Sixteen years after the death of a father of two (one child in utero) who turns out to be a schizophrenic -- possibly supernatural, the film never decides -- serial killer called The Ripper, the children born on that night gather together on the shore of a river (in a town called Riverton; way to try too hard) and reenact a ritual, near the burnt out shell of the ambulance he died in, that supposedly keeps The Ripper's spirit trapped under the pedestrian bridge and unable to possess their souls.
Adam "Bug" Heller (Max Thieriot) is chosen to symbolically face off against The Ripper, embodied by a guy in creepy mask and a cloak, who he's supposed to fight to keep the real Ripper's spirit from re-incarnating itself into one of the teenagers born on the day of his death. But the cops run the kids off before the ritual can be completed and soon after they start getting knocked off one by one.
Adam's a weird one to begin with. Obsessed with condors (reputed as soul eaters by Native Americans), and with only one real friend, fellow misfit Alex (John Magaro), he has a tendency to zone out and begin repeating things his friends have said, as if he were one of them. Sometimes he sees their ghosts in mirrors after they've been Le Morted off the earthly coil.
Not that you'd miss them, as poorly drawn and generic as they are. The absurdity of Penelope (Zena Grey), an uber-pious red head who almost seems schizoid herself as she flips between sounding like a normal poorly written teenager and a poorly written teenager spouting fire and brimstone warnings in Biblically florid elocution, had me pining for her date with a rusty knife blade (with lines like "When it gets too hot I turn on the prayer-conditioner!" can you blame me?).
Is Adam the re-incarnation of The Ripper? What dark secrets lie in his family? Was Wes Craven facing a huge IRS bill when he decided to crank out this borderline larcenous, horrible waste of precious life better spent doing literally anything else?
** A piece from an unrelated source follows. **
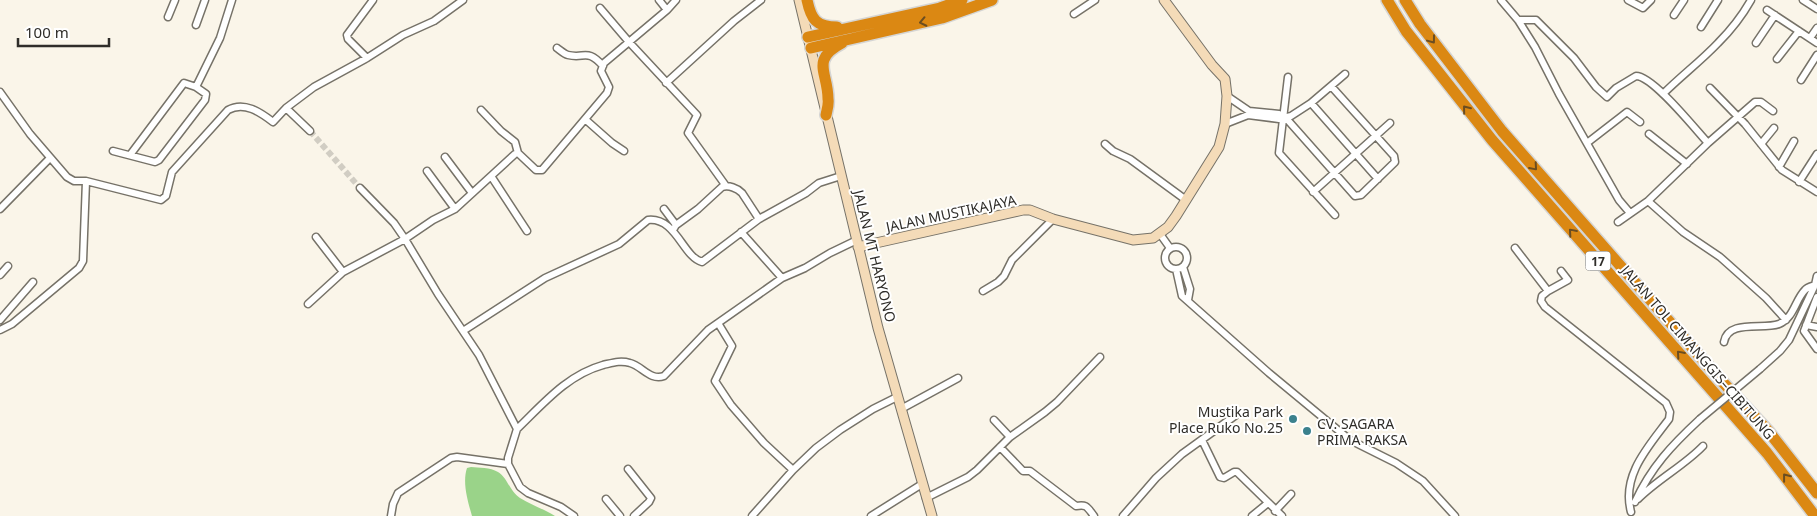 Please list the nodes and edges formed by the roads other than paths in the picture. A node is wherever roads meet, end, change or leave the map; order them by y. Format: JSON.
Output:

I'd have been more entertained watching a loop of Geico cavemen commercials dubbed in Spanish.
So many of the films ideas achieve the feat of being unformed nonsense while being mind numbingly cliché that examples are too numerous to list, and I really don't want to bother. Written and directed by Craven, it's no surprise that this thing sat on the shelf just long enough to insure Craven could start shooting Scream 4 (originality strikes again). My Soul to Take's horridly lazy, boring and stupid writing, one-dimensional characters, and listless performances might have gotten him thrown in director's jail before he had another chance to give David Arquette and Courtney Cox an opportunity to earn a paycheck.
Normally I'd dissect these things a little more, especially if My Soul to Take had tried to be as bad as it actually is. In an R-rated horror film with plenty of blood and a couple of hot girls there aren't even any inventive kills or nudity to praise, a signifier that My Soul to Take is as bad as it is because Craven wasn't trying to do anything except keep making his mortgage payments. That just pisses me off.
If My Soul to Take were a comedy, Cop Out would finally be the second-worst movie of the year.